### PROBLEM STATEMENT
The reply must repeat each entry exactly and contain no pictures.

### EXERCISE INPUTS
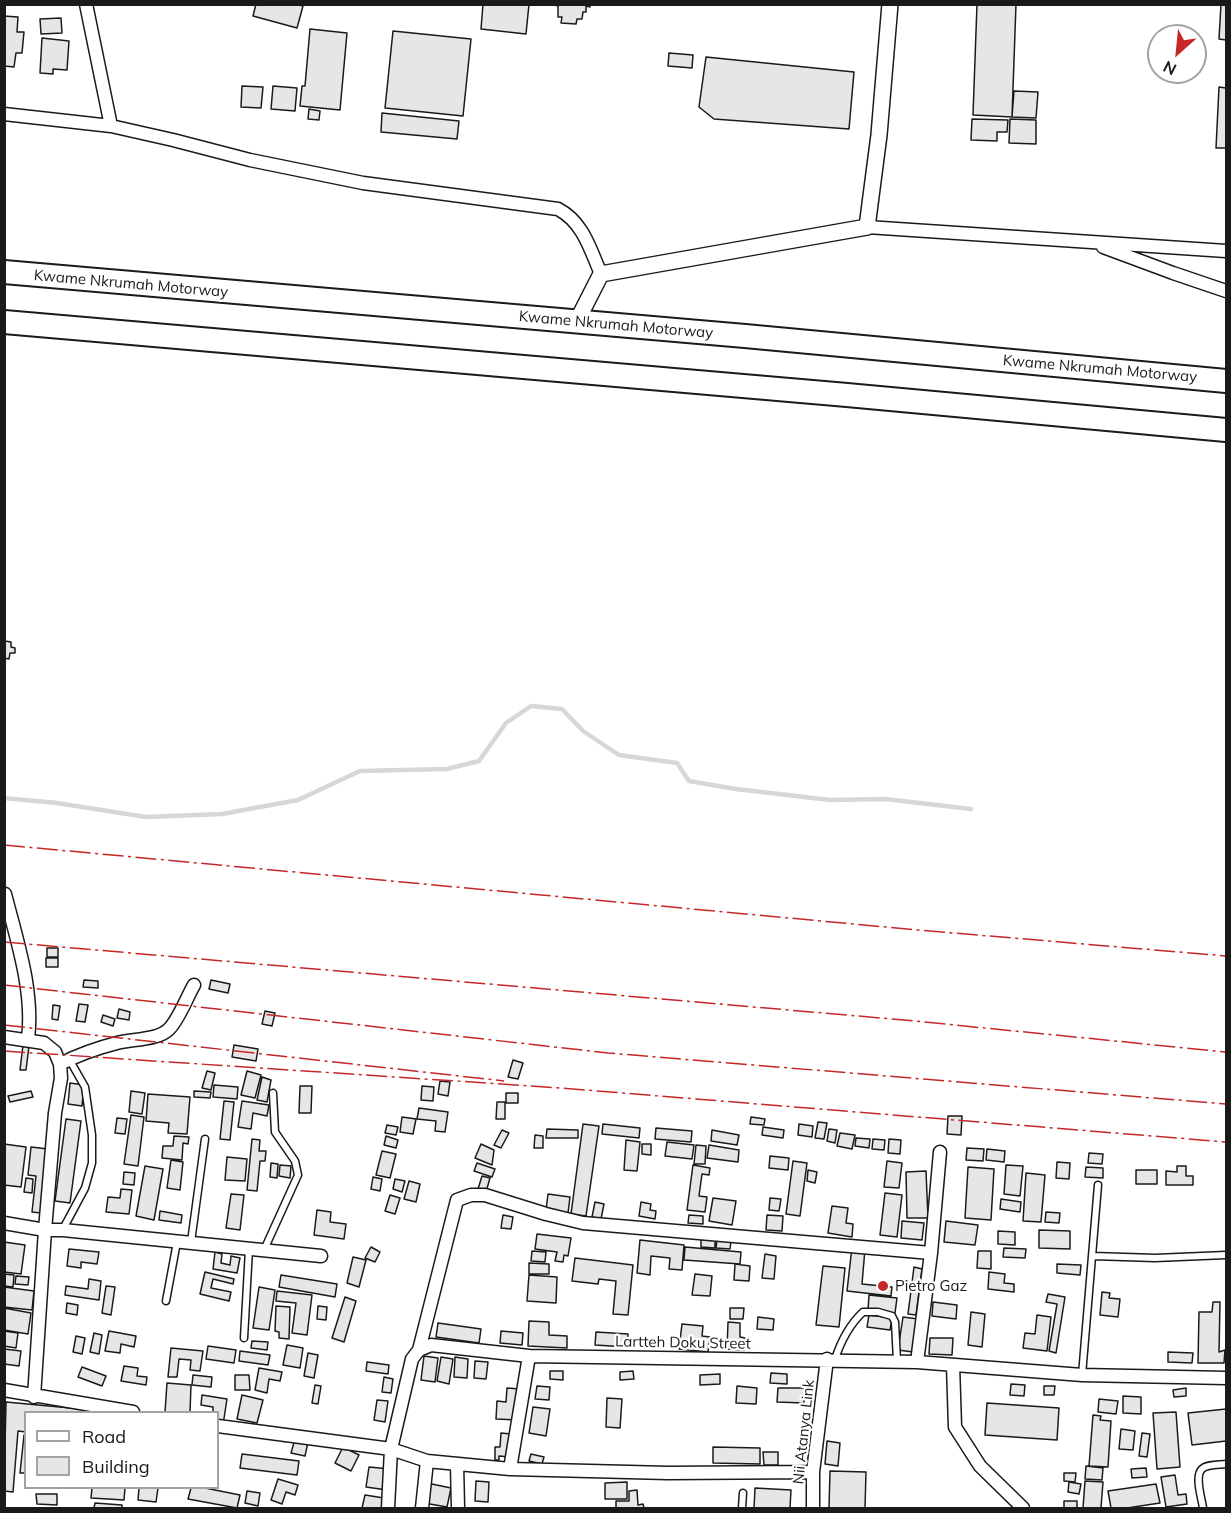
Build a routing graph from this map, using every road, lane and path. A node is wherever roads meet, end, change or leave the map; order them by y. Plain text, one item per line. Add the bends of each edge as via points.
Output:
1 (86, 4) edge
2 (890, 4) edge
3 (4, 114) edge
4 (111, 126) junction
5 (867, 227) junction
6 (1091, 242) junction
7 (1227, 251) edge
8 (4, 273) edge
9 (601, 274) junction
10 (1227, 291) edge
11 (4, 322) edge
12 (576, 322) junction
13 (1227, 381) edge
14 (1227, 430) edge
15 (5, 894) edge
16 (194, 985) dead end
17 (4, 1037) edge
18 (28, 1039) junction
19 (65, 1061) junction
20 (273, 1093) dead end
21 (205, 1139) dead end
22 (940, 1152) dead end
23 (1098, 1185) dead end
24 (4, 1223) edge
25 (45, 1230) junction
26 (63, 1230) junction
27 (177, 1241) junction
28 (191, 1242) junction
29 (249, 1248) junction
30 (264, 1250) junction
31 (931, 1253) junction
32 (1227, 1255) edge
33 (321, 1256) dead end
34 (1093, 1256) junction
35 (166, 1300) dead end
36 (244, 1338) dead end
37 (419, 1350) junction
38 (529, 1356) junction
39 (831, 1359) junction
40 (897, 1361) junction
41 (917, 1362) junction
42 (953, 1365) junction
43 (1082, 1375) junction
44 (1227, 1378) edge
45 (4, 1390) edge
46 (34, 1397) junction
47 (121, 1411) edge
48 (219, 1426) edge
49 (391, 1449) junction
50 (427, 1461) junction
51 (457, 1464) junction
52 (1227, 1464) edge
53 (510, 1469) junction
54 (813, 1472) junction
55 (743, 1493) dead end
56 (388, 1509) edge
57 (423, 1509) edge
58 (458, 1509) edge
59 (742, 1509) edge
60 (813, 1509) edge
61 (1023, 1509) edge
62 (1203, 1509) edge

1 - 4 street
2 - 5 street
3 - 4 street
4 - 9 street via 363,183 558,209 570,215 584,233
5 - 6 street
5 - 9 street
6 - 7 street
6 - 10 street
8 - 12 highway, Kwame Nkrumah Motorway
9 - 12 street
11 - 14 highway
12 - 13 highway, Kwame Nkrumah Motorway
15 - 18 street via 28,998
16 - 19 street via 170,1028 161,1035 133,1039
17 - 18 street
18 - 19 street via 44,1042
19 - 25 street via 55,1113
19 - 26 lane via 86,1087 92,1163 85,1188
20 - 30 lane via 275,1132 295,1161 298,1175
21 - 28 lane
22 - 31 street
23 - 34 lane
24 - 25 street
25 - 26 street
25 - 46 street
26 - 27 street
27 - 28 street
27 - 35 lane
28 - 29 street
29 - 30 street
29 - 36 lane
30 - 33 street
31 - 37 street via 583,1222 495,1197 471,1195 457,1200
31 - 41 street
32 - 34 lane
34 - 43 lane
37 - 38 street, Lartteh Doku Street via 431,1344
37 - 49 street via 412,1359
38 - 39 street, Lartteh Doku Street
38 - 53 street
39 - 40 street, Lartteh Doku Street
39 - 40 lane via 857,1318 864,1312 878,1312 892,1316 896,1322
39 - 54 street, Nii Atanya Link
40 - 41 street, Lartteh Doku Street
41 - 42 street, Lartteh Doku Street
42 - 43 street, Lartteh Doku Street
42 - 61 street via 955,1427 980,1466
43 - 44 street, Lartteh Doku Street
45 - 46 street
46 - 47 street
48 - 49 street
49 - 50 street
49 - 56 street
50 - 51 street
50 - 57 street
51 - 53 street
51 - 58 street
52 - 62 lane via 1203,1467 1200,1471
53 - 54 street
54 - 60 street, Nii Atanya Link
55 - 59 lane

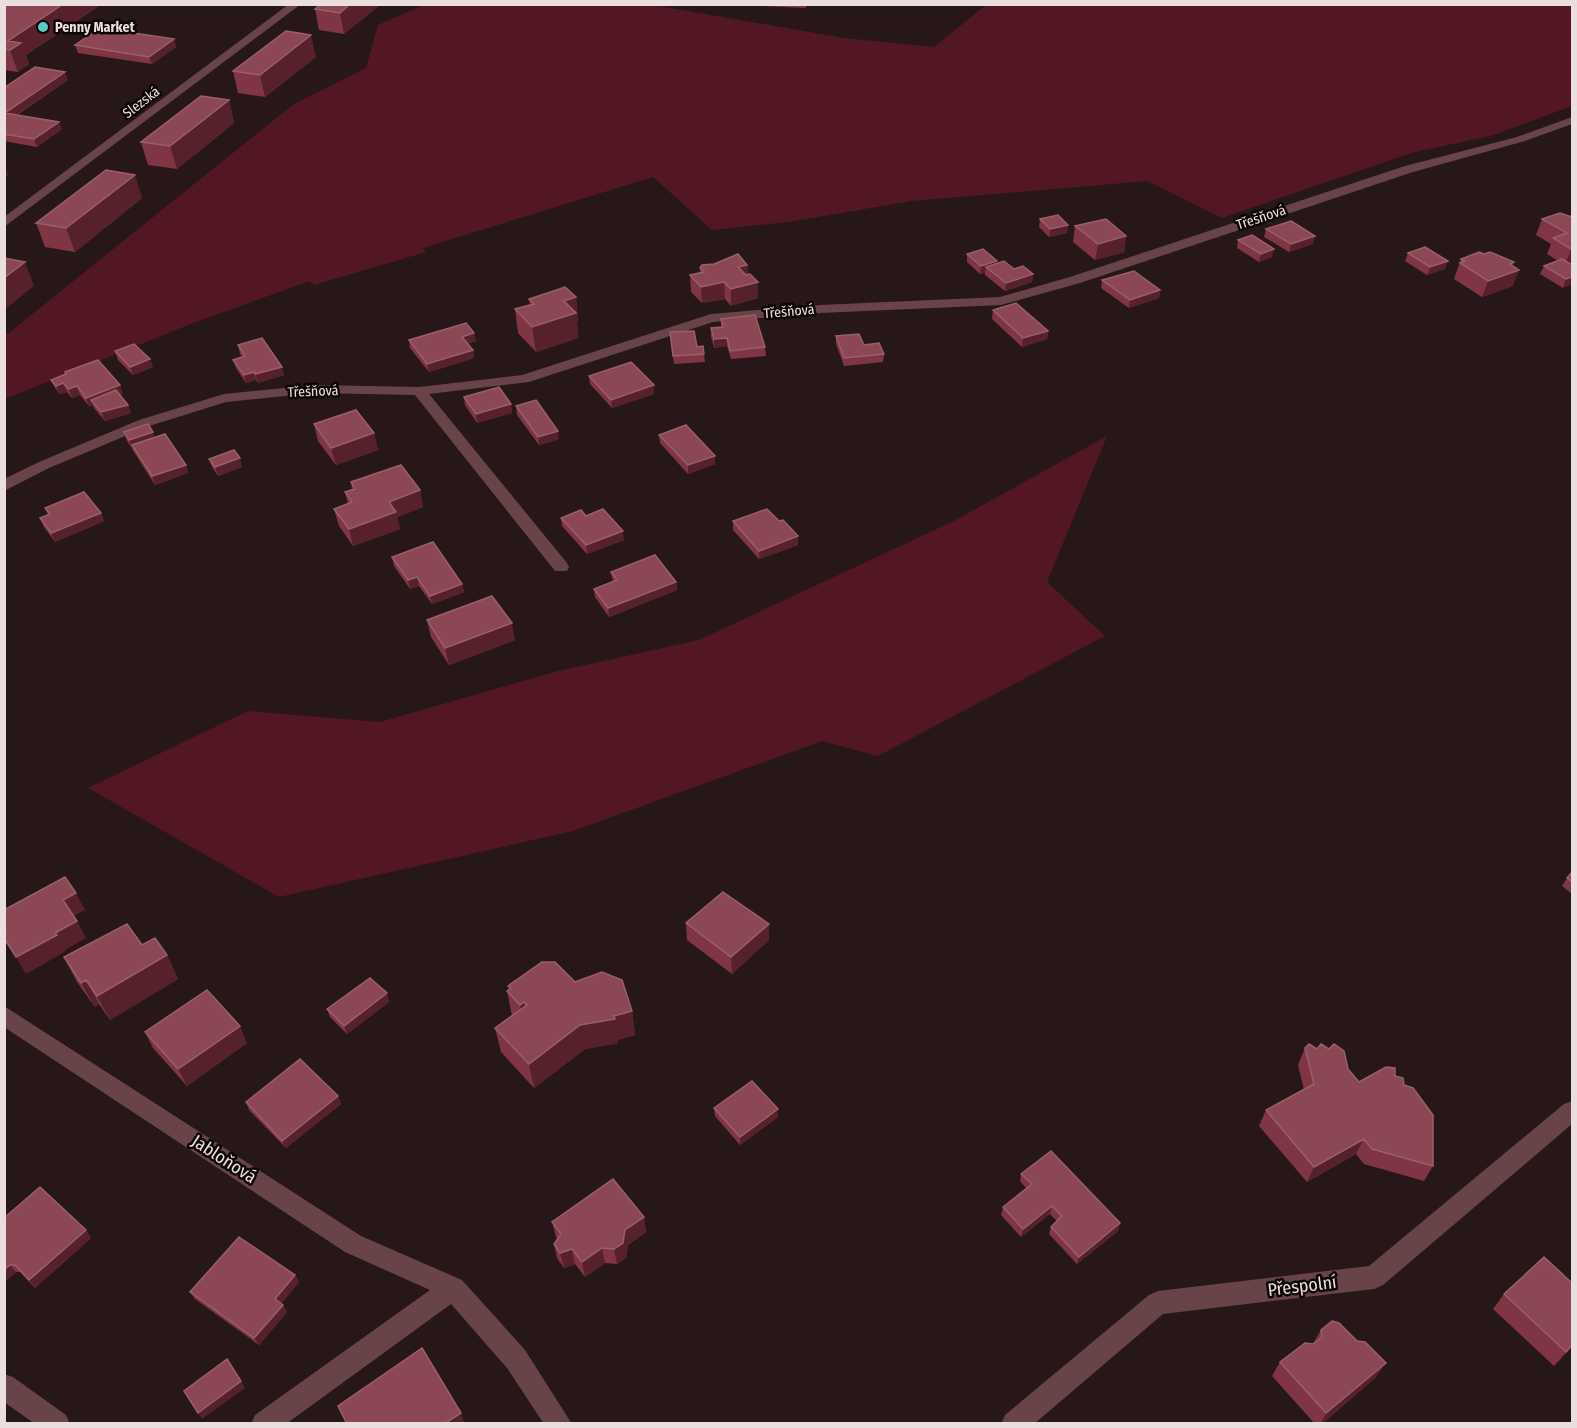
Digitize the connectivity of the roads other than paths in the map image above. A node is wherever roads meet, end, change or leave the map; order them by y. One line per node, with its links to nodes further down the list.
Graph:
1 (296, 4): 3 (street, Slezská)
2 (1572, 120): 4 (street, Třešňová)
3 (4, 223)
4 (419, 391): 5 (street, Třešňová); 6 (street)
5 (4, 486)
6 (561, 567)
7 (4, 1015): 9 (street, Jabloňová)
8 (1572, 1111): 14 (street, Přespolní)
9 (453, 1288): 12 (street); 13 (street, Jabloňová)
10 (4, 1386): 11 (street)
11 (57, 1424)
12 (264, 1424)
13 (560, 1424)
14 (1014, 1424)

### OUTPUT FOR THIS EXERCISE
Build a routing graph from this map, using every road, lane and path. A node is wherever roads meet, end, change or leave the map; order them by y. Plain text, one item per line. Add the bends of each edge as via points.
Output:
1 (86, 4) edge
2 (890, 4) edge
3 (4, 114) edge
4 (111, 126) junction
5 (867, 227) junction
6 (1091, 242) junction
7 (1227, 251) edge
8 (4, 273) edge
9 (601, 274) junction
10 (1227, 291) edge
11 (4, 322) edge
12 (576, 322) junction
13 (1227, 381) edge
14 (1227, 430) edge
15 (5, 894) edge
16 (194, 985) dead end
17 (4, 1037) edge
18 (28, 1039) junction
19 (65, 1061) junction
20 (273, 1093) dead end
21 (205, 1139) dead end
22 (940, 1152) dead end
23 (1098, 1185) dead end
24 (4, 1223) edge
25 (45, 1230) junction
26 (63, 1230) junction
27 (177, 1241) junction
28 (191, 1242) junction
29 (249, 1248) junction
30 (264, 1250) junction
31 (931, 1253) junction
32 (1227, 1255) edge
33 (321, 1256) dead end
34 (1093, 1256) junction
35 (166, 1300) dead end
36 (244, 1338) dead end
37 (419, 1350) junction
38 (529, 1356) junction
39 (831, 1359) junction
40 (897, 1361) junction
41 (917, 1362) junction
42 (953, 1365) junction
43 (1082, 1375) junction
44 (1227, 1378) edge
45 (4, 1390) edge
46 (34, 1397) junction
47 (121, 1411) edge
48 (219, 1426) edge
49 (391, 1449) junction
50 (427, 1461) junction
51 (457, 1464) junction
52 (1227, 1464) edge
53 (510, 1469) junction
54 (813, 1472) junction
55 (743, 1493) dead end
56 (388, 1509) edge
57 (423, 1509) edge
58 (458, 1509) edge
59 (742, 1509) edge
60 (813, 1509) edge
61 (1023, 1509) edge
62 (1203, 1509) edge

1 - 4 street
2 - 5 street
3 - 4 street
4 - 9 street via 363,183 558,209 570,215 584,233
5 - 6 street
5 - 9 street
6 - 7 street
6 - 10 street
8 - 12 highway, Kwame Nkrumah Motorway
9 - 12 street
11 - 14 highway
12 - 13 highway, Kwame Nkrumah Motorway
15 - 18 street via 28,998
16 - 19 street via 170,1028 161,1035 133,1039
17 - 18 street
18 - 19 street via 44,1042
19 - 25 street via 55,1113
19 - 26 lane via 86,1087 92,1163 85,1188
20 - 30 lane via 275,1132 295,1161 298,1175
21 - 28 lane
22 - 31 street
23 - 34 lane
24 - 25 street
25 - 26 street
25 - 46 street
26 - 27 street
27 - 28 street
27 - 35 lane
28 - 29 street
29 - 30 street
29 - 36 lane
30 - 33 street
31 - 37 street via 583,1222 495,1197 471,1195 457,1200
31 - 41 street
32 - 34 lane
34 - 43 lane
37 - 38 street, Lartteh Doku Street via 431,1344
37 - 49 street via 412,1359
38 - 39 street, Lartteh Doku Street
38 - 53 street
39 - 40 street, Lartteh Doku Street
39 - 40 lane via 857,1318 864,1312 878,1312 892,1316 896,1322
39 - 54 street, Nii Atanya Link
40 - 41 street, Lartteh Doku Street
41 - 42 street, Lartteh Doku Street
42 - 43 street, Lartteh Doku Street
42 - 61 street via 955,1427 980,1466
43 - 44 street, Lartteh Doku Street
45 - 46 street
46 - 47 street
48 - 49 street
49 - 50 street
49 - 56 street
50 - 51 street
50 - 57 street
51 - 53 street
51 - 58 street
52 - 62 lane via 1203,1467 1200,1471
53 - 54 street
54 - 60 street, Nii Atanya Link
55 - 59 lane

Digitize the connectivity of the roads other than paths in the map image above. A node is wherever roads meet, end, change or leave the map; order them by y. One line per node, with its links to nodes further down the list.
Graph:
1 (296, 4): 3 (street, Slezská)
2 (1572, 120): 4 (street, Třešňová)
3 (4, 223)
4 (419, 391): 5 (street, Třešňová); 6 (street)
5 (4, 486)
6 (561, 567)
7 (4, 1015): 9 (street, Jabloňová)
8 (1572, 1111): 14 (street, Přespolní)
9 (453, 1288): 12 (street); 13 (street, Jabloňová)
10 (4, 1386): 11 (street)
11 (57, 1424)
12 (264, 1424)
13 (560, 1424)
14 (1014, 1424)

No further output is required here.